BEGIN Exercise data

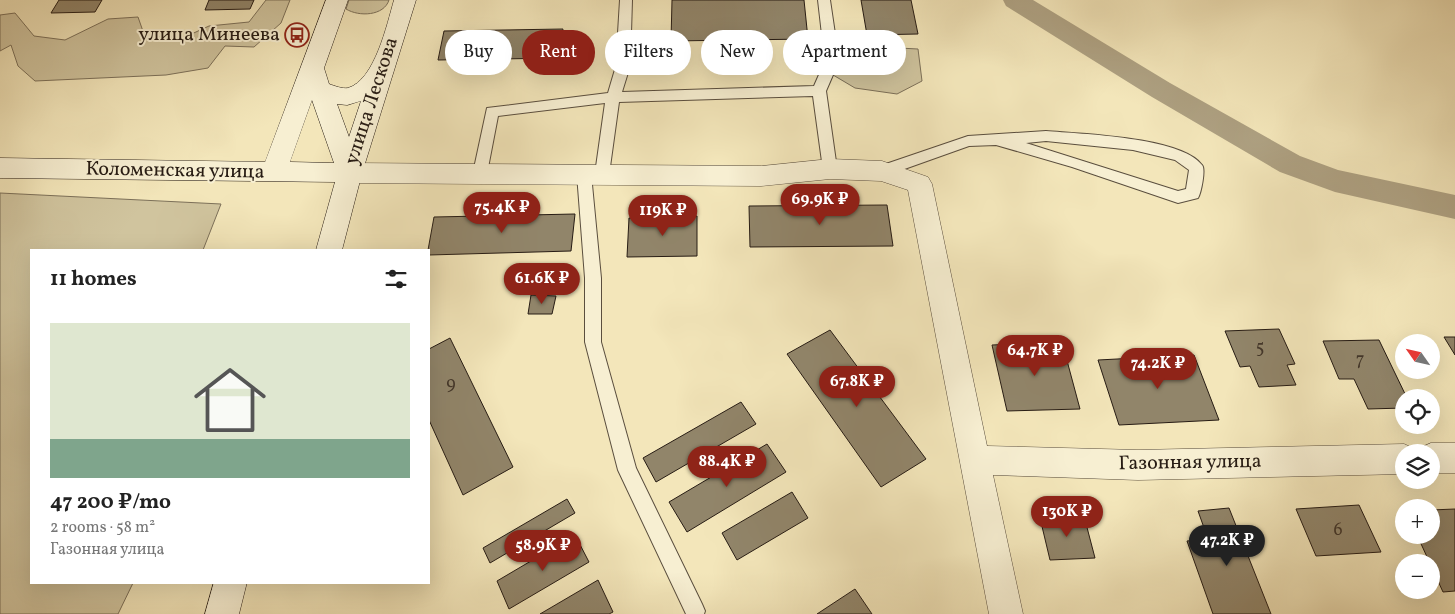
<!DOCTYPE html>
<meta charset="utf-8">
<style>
body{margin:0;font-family:Vollkorn,serif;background:#f2f2f2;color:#222;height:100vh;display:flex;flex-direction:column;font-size:19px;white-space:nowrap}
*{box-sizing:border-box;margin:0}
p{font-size:16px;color:#767676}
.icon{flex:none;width:28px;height:28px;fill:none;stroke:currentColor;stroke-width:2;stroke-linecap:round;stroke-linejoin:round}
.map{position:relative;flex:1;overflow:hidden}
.drawer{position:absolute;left:30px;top:249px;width:400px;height:335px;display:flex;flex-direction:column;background:#fff;border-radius:0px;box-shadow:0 5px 20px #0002}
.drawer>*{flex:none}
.guide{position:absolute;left:445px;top:30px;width:475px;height:45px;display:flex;gap:10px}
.needle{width:32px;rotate:304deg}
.buttons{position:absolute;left:1395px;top:334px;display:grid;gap:10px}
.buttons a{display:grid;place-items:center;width:45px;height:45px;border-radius:50%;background:#fff;box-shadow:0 5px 20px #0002;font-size:25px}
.price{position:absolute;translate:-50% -42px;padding:0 11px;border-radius:18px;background:#8f2418;color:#fff;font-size:16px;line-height:32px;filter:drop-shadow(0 1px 2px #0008)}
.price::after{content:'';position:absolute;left:50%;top:30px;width:15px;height:11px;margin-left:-8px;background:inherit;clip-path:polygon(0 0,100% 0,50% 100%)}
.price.on{background:#222;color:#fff}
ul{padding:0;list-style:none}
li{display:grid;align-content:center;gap:10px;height:265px;padding:0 20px}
li span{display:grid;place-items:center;height:155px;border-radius:0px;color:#555}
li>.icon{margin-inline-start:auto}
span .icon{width:90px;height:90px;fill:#fffc;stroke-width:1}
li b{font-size:21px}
h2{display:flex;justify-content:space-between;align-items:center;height:60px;padding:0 20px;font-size:21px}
.chip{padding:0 18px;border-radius:22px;background:#fff;box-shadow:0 5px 20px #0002;font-size:18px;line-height:45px}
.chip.on{background:#8f2418;color:#fff}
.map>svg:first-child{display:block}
</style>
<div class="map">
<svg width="1455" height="614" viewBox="0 0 1455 614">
<rect width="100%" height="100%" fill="#f3e6ba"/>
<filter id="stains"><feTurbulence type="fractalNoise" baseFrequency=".004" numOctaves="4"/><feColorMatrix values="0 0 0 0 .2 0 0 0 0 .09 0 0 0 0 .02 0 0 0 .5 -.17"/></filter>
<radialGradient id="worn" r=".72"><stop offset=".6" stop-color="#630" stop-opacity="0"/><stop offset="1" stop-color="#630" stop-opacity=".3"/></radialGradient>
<g fill="#d0c49e" stroke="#7c7059">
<path d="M266 0H290L281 23 254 47 225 46 208 68 166 75 35 81 18 66 11 45 0 51V15L15 13 34 36 65 40 108 19 138 17 145 37H185L209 26 249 22Z"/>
<path d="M349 0H389C384 16 359 17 346 9Z"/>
<path d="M899 48 918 49 922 81 897 94 855 88 823 69 834 55Z"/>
<path d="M0 193 221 204 203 250H31V582L133 583 118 614H0Z"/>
</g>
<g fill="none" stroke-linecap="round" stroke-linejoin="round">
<path fill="#aea182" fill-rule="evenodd" d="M1003 0H1033L1170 83 1300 156 1338 170 1455 195V219L1335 192 1280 172 1152 97 1006 6Z"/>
</g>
<g fill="#91856a" stroke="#271c14">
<path d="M59 0H102L95 12 51 13Z"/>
<path d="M209 0H254L250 9 205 10Z"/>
<path d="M672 0H804L808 39 671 41Z"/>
<path d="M861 0H911L918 34 867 35Z"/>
<path d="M563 29 559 58 438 60 444 31Z"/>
<path d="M887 205 893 246 750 247 749 206Z"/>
<path d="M575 214 571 251 429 255 428 250 434 217Z"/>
<path d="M697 216V256L627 257 629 218Z"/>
<path d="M531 295 556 296 552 314H528Z"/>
<path d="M1279 329 1295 364 1287 365 1296 385 1259 387 1250 366 1240 367 1225 331Z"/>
<path d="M830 330 926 459 881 487 787 354Z"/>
<path d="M1444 337H1455V355Z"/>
<path d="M450 338 513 467 463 495 429 420V349Z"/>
<path d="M1379 340 1407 398H1404V408L1368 409 1354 379H1339L1323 341Z"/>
<path d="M1062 342 1080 409 1007 411 992 345Z"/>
<path d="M1194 355 1219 420 1119 425 1098 360Z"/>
<path d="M741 402 756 424 656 482 643 458Z"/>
<path d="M767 444 786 472 687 532 669 502Z"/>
<path d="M792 492 808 518 737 560 722 533Z"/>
<path d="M567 499 575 513 490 563 483 548Z"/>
<path d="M1359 505 1381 552 1316 556 1296 509Z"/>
<path d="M1229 508 1271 614H1213L1187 541 1208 539 1198 511Z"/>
<path d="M1455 509V591L1443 592 1417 535H1431V510Z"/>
<path d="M1084 516 1095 558 1050 560 1040 518Z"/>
<path d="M575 535 589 562 509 609 497 581Z"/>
<path d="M598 580 613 612 609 614H540Z"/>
<path d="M855 589 872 614H817Z"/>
</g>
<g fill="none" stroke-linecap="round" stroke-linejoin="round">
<g stroke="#5a4e3e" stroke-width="2">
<g id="lane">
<path d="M620 0H632L630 66 622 92 814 86 825 61 818 0H830L839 61 826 91 837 169 835 173 830 175 825 173 823 169 813 96 619 102 609 174 607 178 602 180 597 178 595 174 605 103 498 116 487 173 485 177 480 179 475 177 473 173 487 108 608 93 616 66Z"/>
<path d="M1046 131C1081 134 1181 137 1202 165 1206 169 1201 193 1198 198L1178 203 1072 167 996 145 969 146 882 177 877 175 875 171 877 167 968 136ZM1046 141 1133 150 1175 160 1189 170 1186 189 1178 191 1026 143Z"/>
<path d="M584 168 589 170 591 174 601 278V342L636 468 702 604 705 611 704 614H686L618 470 585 342V278L577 174 579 170Z"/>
</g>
</g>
<g stroke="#5a4e3e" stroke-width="1">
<g id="street">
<path d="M830 159 882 161 928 177 932 184 987 446 1138 450 1404 444 1415 449 1416 452H1404V474L1138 480 993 475 1023 614H989L908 190 881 181 830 179 761 186 350 183 341 180 338 173 341 166 350 163 761 166Z"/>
<path d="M1431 443H1455V473H1431V452H1418L1420 448Z"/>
</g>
</g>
<g stroke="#271c14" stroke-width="1">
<g id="secondary">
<path d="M326 0H348L324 68 329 84C335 86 342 89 348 88 375 80 387 24 394 0H416L362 173 342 250H316L335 182 0 178V158L265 162ZM312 100 334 163 290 162ZM361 101 349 137 337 104 347 105Z"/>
<path d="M214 582H247L239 614H205Z"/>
</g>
</g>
<use href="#lane" fill="#f7efd2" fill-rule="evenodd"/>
<use href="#street" fill="#f7efd2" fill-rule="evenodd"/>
<use href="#secondary" fill="#f7efd2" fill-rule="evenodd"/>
</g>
<defs>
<g id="bus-ring" transform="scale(1.25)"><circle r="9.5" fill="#f7efd2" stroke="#8f2418" stroke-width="1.5"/><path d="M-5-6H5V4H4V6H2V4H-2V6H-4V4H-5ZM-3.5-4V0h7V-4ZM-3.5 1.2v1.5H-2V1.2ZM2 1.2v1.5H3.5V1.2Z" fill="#8f2418"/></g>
</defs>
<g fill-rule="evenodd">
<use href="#bus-ring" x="297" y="35"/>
</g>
<g text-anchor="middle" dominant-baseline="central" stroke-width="4" stroke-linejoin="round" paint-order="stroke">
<g font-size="18" fill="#42362a">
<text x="1260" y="348">5</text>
<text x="1360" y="360">7</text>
<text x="451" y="384">9</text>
<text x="1338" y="530">6</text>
</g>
<g font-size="20" fill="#271c14" stroke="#f7efd2" text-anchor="end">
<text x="280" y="35">улица Минеева</text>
</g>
<g font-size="20" fill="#271c14" stroke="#f7efd2">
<text transform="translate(372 101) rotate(-72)">улица Лескова</text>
<text transform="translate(175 171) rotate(1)">Коломенская улица</text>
<text transform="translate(1190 463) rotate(-1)">Газонная улица</text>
</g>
</g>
<rect width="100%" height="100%" filter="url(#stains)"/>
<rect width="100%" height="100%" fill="url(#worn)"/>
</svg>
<div class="buttons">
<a><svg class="needle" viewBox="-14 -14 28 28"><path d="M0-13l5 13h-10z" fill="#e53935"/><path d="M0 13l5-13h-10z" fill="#767676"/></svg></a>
<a><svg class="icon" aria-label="locate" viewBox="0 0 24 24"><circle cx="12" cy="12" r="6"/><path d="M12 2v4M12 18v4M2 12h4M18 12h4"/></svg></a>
<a><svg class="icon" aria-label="layers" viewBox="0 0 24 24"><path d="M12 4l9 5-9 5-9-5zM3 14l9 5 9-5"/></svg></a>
<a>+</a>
<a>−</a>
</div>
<b class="price" style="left:820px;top:226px">69.9K ₽</b>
<b class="price" style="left:502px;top:234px">75.4K ₽</b>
<b class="price" style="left:663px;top:237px">119K ₽</b>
<b class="price" style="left:542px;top:305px">61.6K ₽</b>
<b class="price" style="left:1035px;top:377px">64.7K ₽</b>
<b class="price" style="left:1158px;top:390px">74.2K ₽</b>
<b class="price" style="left:857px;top:408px">67.8K ₽</b>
<b class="price" style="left:727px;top:488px">88.4K ₽</b>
<b class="price" style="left:1067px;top:538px">130K ₽</b>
<b class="price on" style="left:1227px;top:567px">47.2K ₽</b>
<b class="price" style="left:543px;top:572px">58.9K ₽</b>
<div class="guide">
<a class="chip">Buy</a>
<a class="chip on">Rent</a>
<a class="chip">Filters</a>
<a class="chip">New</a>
<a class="chip">Apartment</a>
</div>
<section class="drawer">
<h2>11 homes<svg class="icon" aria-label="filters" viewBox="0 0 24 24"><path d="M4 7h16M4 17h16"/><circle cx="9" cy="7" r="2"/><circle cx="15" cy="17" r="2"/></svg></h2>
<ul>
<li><span style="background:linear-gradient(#dfe7d0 75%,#7fa58c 0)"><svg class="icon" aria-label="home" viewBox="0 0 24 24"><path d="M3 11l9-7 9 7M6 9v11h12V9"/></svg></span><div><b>47 200 ₽/mo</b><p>2 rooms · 58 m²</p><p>Газонная улица</p></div></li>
</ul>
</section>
</div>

END Exercise data

Task instructions:
Look through the listing and return each line containing the word "worn".

Task response:
<radialGradient id="worn" r=".72"><stop offset=".6" stop-color="#630" stop-opacity="0"/><stop offset="1" stop-color="#630" stop-opacity=".3"/></radialGradient>
<rect width="100%" height="100%" fill="url(#worn)"/>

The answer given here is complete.